“Medical crisis.” “New staph strain raises red flags.” “Superbug taking great toll.”
These headlines, and more like them, shook up the country during the fall—and prompted HR pros to take precautions in their workplaces.
Government researchers issued a warning about the recent spread of MRSA, or methicillin-resistant Staphylococcus aureus, an easily acquired staph infection that causes more deaths per year than AIDS. A government study says MRSA killed 19,000 people in the United States in 2005.
Doctors used to believe that hospitals were the top breeding grounds for staph infection outbreaks. No more. New research finds that the deadliest form of MRSA infects people at school, at home and in the workplace.
Recent outbreaks in school districts across the nation and the death of an otherwise healthy high school football player in Virginia spotlighted the MRSA problem.

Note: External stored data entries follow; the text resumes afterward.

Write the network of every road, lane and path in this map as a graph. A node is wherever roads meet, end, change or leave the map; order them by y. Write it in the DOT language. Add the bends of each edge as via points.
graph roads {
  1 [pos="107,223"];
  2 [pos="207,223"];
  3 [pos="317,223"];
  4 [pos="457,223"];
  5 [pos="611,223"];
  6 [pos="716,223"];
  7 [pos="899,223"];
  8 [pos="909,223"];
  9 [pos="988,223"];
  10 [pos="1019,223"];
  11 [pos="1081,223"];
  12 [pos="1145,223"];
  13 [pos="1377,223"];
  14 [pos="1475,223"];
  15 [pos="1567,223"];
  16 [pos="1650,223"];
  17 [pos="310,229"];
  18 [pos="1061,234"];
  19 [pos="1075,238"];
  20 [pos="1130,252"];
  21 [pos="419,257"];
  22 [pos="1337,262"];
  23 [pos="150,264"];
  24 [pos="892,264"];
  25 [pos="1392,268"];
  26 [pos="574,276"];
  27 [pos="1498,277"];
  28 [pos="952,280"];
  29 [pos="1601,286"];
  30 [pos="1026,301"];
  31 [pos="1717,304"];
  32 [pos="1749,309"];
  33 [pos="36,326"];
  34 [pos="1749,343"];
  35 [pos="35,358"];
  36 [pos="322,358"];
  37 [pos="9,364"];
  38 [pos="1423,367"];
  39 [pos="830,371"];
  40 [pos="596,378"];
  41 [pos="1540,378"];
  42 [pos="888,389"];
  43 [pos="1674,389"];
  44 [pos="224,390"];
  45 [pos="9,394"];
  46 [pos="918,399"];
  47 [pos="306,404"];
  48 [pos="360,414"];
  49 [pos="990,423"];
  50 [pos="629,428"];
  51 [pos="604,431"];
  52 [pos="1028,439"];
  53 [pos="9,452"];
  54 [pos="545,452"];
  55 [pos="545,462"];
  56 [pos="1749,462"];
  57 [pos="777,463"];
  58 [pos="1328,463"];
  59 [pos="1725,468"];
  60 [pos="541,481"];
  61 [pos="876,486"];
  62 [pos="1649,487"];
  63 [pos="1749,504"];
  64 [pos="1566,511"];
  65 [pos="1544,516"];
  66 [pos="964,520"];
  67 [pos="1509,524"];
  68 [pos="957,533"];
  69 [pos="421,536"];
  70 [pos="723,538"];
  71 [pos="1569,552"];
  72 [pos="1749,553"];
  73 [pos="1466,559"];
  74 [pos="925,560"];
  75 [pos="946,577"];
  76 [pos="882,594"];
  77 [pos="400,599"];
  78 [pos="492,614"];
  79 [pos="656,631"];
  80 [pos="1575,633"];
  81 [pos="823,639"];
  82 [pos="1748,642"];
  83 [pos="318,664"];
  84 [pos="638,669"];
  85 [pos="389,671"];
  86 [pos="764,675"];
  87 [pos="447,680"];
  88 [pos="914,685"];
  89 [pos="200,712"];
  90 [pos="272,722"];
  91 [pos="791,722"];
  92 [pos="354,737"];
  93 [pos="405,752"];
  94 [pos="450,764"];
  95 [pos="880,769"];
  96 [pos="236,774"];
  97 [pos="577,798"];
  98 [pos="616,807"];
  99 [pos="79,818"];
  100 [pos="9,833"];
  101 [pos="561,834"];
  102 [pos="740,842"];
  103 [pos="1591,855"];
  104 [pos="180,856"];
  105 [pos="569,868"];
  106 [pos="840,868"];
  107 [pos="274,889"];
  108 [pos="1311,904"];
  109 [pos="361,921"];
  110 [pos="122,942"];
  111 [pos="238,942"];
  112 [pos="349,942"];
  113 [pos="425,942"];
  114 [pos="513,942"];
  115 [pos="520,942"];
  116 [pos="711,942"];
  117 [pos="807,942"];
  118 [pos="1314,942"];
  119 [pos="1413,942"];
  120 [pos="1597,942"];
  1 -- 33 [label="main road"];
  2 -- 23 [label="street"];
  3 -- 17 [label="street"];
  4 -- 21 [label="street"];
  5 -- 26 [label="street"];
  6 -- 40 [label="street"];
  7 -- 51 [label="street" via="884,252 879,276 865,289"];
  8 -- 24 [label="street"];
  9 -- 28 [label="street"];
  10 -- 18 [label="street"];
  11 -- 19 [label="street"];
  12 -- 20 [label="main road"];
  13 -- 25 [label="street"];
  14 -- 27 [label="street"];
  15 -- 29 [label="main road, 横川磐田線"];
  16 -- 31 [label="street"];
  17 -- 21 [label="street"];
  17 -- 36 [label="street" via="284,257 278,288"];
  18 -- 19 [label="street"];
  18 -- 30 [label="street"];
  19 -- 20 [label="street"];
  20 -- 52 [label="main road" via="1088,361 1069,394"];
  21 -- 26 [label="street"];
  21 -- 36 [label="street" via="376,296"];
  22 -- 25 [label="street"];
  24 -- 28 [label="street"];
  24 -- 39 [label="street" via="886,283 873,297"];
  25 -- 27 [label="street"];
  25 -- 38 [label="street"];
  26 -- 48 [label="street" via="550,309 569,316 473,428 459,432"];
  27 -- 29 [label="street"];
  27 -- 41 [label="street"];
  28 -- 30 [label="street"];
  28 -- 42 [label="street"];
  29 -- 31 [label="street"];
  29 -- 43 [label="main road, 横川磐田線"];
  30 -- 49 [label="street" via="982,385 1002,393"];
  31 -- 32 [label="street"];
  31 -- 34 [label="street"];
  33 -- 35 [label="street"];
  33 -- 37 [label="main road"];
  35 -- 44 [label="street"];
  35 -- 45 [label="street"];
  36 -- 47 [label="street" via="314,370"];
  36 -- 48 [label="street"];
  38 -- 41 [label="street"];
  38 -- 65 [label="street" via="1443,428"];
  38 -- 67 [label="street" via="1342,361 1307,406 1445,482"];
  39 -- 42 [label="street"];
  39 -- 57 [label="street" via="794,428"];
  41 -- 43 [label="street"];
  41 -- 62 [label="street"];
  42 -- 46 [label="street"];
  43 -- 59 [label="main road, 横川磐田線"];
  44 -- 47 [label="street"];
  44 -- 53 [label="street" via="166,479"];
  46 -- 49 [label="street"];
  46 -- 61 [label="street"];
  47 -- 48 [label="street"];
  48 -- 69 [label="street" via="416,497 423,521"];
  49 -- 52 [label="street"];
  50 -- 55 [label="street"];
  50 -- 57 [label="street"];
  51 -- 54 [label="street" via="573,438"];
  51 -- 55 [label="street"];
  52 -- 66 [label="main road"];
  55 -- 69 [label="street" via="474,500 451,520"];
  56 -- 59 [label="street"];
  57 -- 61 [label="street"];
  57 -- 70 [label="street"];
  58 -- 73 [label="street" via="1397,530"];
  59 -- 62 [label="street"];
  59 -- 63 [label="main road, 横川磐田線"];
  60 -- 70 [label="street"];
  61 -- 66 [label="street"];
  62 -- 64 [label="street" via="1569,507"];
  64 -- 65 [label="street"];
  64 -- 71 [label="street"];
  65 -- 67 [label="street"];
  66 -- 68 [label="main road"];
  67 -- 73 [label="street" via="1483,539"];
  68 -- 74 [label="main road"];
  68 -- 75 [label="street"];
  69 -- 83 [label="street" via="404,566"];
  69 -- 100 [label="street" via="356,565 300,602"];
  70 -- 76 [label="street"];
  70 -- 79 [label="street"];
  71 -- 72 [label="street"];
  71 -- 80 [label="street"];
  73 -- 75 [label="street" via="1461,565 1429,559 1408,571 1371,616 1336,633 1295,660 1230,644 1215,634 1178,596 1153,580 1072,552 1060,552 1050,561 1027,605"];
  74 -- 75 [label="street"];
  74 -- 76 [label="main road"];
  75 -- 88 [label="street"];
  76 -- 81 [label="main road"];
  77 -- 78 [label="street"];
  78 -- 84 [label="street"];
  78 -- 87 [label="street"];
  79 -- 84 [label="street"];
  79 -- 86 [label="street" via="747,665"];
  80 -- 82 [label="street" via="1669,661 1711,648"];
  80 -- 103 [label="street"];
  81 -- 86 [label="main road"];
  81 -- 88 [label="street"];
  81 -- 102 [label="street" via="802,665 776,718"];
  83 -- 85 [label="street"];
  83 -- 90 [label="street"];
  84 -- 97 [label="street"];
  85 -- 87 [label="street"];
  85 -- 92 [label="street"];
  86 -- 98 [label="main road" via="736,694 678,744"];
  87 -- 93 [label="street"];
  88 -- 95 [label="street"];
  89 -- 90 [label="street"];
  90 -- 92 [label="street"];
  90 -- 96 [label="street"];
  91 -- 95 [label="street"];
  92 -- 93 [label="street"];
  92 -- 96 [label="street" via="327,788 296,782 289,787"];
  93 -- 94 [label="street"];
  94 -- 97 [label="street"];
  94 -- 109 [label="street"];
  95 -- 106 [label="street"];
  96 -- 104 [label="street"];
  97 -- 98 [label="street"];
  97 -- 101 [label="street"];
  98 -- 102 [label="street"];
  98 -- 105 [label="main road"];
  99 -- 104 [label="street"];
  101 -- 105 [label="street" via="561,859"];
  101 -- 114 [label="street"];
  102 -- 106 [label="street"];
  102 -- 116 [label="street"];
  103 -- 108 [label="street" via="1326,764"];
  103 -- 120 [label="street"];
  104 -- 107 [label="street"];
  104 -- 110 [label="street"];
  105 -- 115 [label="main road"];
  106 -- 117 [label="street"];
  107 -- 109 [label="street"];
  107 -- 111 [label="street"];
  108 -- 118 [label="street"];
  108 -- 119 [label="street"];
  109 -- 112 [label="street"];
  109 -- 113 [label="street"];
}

5 steps to a safer workplace
HR can play an important role in minimizing the risks. Protection relies on common sense: Cleanliness stops most infections before they turn deadly.
Most staph infections cause only minor skin irritations. But so-called “community-acquired” MRSA, which spreads through contact, can cause havoc if it enters a victim’s body through a small break in the skin, such as a bug bite or a paper cut. That makes prevention essential.
Simple measures can help prevent MRSA infections in the workplace:
1. Encourage hand washing. Post signs in restrooms encouraging employees to wash.
2. Supply anti-bacterial gel. Mount dispensers in restrooms, break rooms or by entrances.
3. Spread the word: Don’t share towels. If towels are used at work or play in your workplace, remind workers not to share them. If your restrooms still use a rolling cloth towel dispenser, now’s the time to install hand dryers or paper towels.
4. Supply bandages to cover wounds. MRSA needs a pathway into the body to spread. So it’s crucial for everyone to cover cuts, scrapes or bug bites.
5. Send employees for treatment. Anyone with an abscess or swelling anywhere on the body should be sent for medical attention right away. Because MRSA can be deadly, immediate assessment and treatment are essential.